Self-Cert Mortgages
Mortgage lenders
tend to approve mortgage applications on the basis of
long-term and regular income, usually with at least three
years of payslips. If you run your own business you may be
able to show three years of accounts instead but if you're
newly self-employed or have an irregular income that
relies on bonuses or commissions, you may struggle to get
a conventional mortgage. This is where self-certification
mortgages can come to your aid.
Self-cert mortgages are for people whose income is
difficult to assess using the usual methods outlined
above. They allow you to declare your income without
accounts to back them up. The decision on whether or not
to lend to you will be based on how confident the lender
is in your ability to repay the mortgage.
The
process
You may
have to consider a self-cert mortgage if you:
Are self-employed
- Get a large proportion of your income from
commissions or overtime
- Work on a contractual basis
- Work part-time or irregular hours
- Have numerous strands of income
- Rely on bonuses as opposed to just your normal
salary
In other words, if it is quite normal for your income
to fluctuate, this could look misleading on a conventional
mortgage application and lead to it being rejected.

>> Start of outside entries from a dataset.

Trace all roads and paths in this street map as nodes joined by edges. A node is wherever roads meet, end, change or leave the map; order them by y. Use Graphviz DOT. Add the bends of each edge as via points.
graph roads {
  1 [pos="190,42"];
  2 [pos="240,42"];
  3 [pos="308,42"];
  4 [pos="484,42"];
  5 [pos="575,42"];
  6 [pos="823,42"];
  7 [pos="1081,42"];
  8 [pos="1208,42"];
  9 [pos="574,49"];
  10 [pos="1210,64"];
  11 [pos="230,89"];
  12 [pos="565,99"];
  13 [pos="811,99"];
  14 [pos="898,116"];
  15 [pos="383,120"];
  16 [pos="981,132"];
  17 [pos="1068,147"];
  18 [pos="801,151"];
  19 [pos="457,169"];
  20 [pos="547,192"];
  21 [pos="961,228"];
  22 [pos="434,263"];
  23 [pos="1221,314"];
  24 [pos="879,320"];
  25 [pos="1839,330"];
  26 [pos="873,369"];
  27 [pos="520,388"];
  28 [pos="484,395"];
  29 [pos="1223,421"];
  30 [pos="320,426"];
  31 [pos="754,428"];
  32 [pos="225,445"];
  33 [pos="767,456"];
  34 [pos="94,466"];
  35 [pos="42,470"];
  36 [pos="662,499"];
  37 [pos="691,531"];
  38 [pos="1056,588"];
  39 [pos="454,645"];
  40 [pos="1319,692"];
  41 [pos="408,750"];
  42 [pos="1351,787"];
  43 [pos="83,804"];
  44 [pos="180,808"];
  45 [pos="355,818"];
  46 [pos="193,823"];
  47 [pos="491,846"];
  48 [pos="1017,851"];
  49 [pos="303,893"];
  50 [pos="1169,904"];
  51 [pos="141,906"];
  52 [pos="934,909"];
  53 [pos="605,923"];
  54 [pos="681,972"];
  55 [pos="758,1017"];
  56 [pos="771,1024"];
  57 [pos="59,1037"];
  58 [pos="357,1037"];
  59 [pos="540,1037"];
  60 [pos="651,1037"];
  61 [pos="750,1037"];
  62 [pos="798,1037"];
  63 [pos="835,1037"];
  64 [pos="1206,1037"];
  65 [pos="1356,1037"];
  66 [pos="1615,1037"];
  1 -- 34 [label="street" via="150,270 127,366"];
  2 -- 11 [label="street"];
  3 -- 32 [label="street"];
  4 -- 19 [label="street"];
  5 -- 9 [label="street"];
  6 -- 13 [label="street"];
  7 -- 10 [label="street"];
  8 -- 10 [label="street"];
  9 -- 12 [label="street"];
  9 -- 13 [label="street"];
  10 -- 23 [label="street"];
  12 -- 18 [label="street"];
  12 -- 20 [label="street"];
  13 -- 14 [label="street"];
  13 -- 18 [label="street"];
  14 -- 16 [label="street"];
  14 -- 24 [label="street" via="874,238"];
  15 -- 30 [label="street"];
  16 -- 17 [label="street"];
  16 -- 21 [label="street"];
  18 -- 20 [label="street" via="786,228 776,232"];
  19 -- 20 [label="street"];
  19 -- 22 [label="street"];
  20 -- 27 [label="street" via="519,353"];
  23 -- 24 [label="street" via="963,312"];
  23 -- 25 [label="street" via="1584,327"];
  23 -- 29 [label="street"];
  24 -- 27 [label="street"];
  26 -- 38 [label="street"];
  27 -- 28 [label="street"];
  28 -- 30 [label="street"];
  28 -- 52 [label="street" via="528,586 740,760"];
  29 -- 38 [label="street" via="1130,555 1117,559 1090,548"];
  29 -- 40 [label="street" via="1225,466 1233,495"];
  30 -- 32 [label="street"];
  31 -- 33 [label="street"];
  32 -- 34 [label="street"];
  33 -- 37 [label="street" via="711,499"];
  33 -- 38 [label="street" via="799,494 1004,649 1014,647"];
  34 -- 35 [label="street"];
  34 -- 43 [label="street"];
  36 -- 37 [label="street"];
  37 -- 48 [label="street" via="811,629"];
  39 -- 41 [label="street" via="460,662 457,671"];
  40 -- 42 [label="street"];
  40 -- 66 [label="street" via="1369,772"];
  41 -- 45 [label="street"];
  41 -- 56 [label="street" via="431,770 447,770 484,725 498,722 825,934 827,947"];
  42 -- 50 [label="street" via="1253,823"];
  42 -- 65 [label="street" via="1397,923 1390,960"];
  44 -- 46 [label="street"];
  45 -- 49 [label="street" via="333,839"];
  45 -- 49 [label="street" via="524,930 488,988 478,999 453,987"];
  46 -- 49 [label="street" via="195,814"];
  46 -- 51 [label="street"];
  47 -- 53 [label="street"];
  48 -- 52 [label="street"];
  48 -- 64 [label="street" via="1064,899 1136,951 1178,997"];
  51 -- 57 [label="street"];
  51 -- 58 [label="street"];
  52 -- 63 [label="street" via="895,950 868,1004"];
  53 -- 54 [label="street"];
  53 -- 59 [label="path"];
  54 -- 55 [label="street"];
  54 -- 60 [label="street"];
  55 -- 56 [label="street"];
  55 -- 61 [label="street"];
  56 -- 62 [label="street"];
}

With a self-cert mortgage, you make a signed declaration
of your income; the amount you borrow will be based on
this. The lender will then make extensive credit checks
and possibly look at bank and lender references,
solicitor's confirmation of previous ownership and
landlords' references.
If you are self-employed, don't automatically assume that
you can only choose a self-cert mortgage. Many lenders
have relaxed their lending criteria, enabling you to avoid
the sizeable fees and redemption penalties that can make
self-cert mortgages expensive.
Costs
Self-cert
mortgages represent a higher risk for the mortgage lender
so the interest rate will obviously be higher than a
conventional mortgage to cover this. It is true that rates
have come down in the past few years to reflect the fact
that more and more people have varying incomes and more
lenders are coming into the market.
However, you still need to make sure you can afford the
repayments no matter what happens to interest rates. It is
this aspect of affordability that the lender will be
scrutinising when deciding whether or not you are a
suitable applicant for a self-cert loan.
What
type of mortgage?
As with
conventional mortgages, self-cert mortgages can
have fixed, variable or flexible rates, but they may suit
you
for different reasons:
People with newer businesses may struggle to deal with
unexpected rises in mortgage rates so in these
circumstances a fixed mortgage can be excellent value
If the business is more established, a variable tracker
rate might be more appropriate, as it will allow payments
to fall if the base rate reduces. However, the borrower
should have a cushion of earnings should rates rise
Flexible rates will allow contract workers to overpay in
good times and underpay at others, as well as take
advantage of payment holidays if they want to expand the
business, for example
Remortgage
just
because you start off with a self-cert mortgage it doesn't
mean you'll always have to have one. If you have
poor credit history, making regular payments to a
self-cert mortgage can effectively 'repair' your credit
rating for the future and allow you to
remortgage to a more conventional product. The same would
apply if you built up three or more
years of accounts from your own business.
This is why it's vital to check whether you can remortgage
without vast redemption charges - or at least, how long it
will be before you can remortgage without penalty.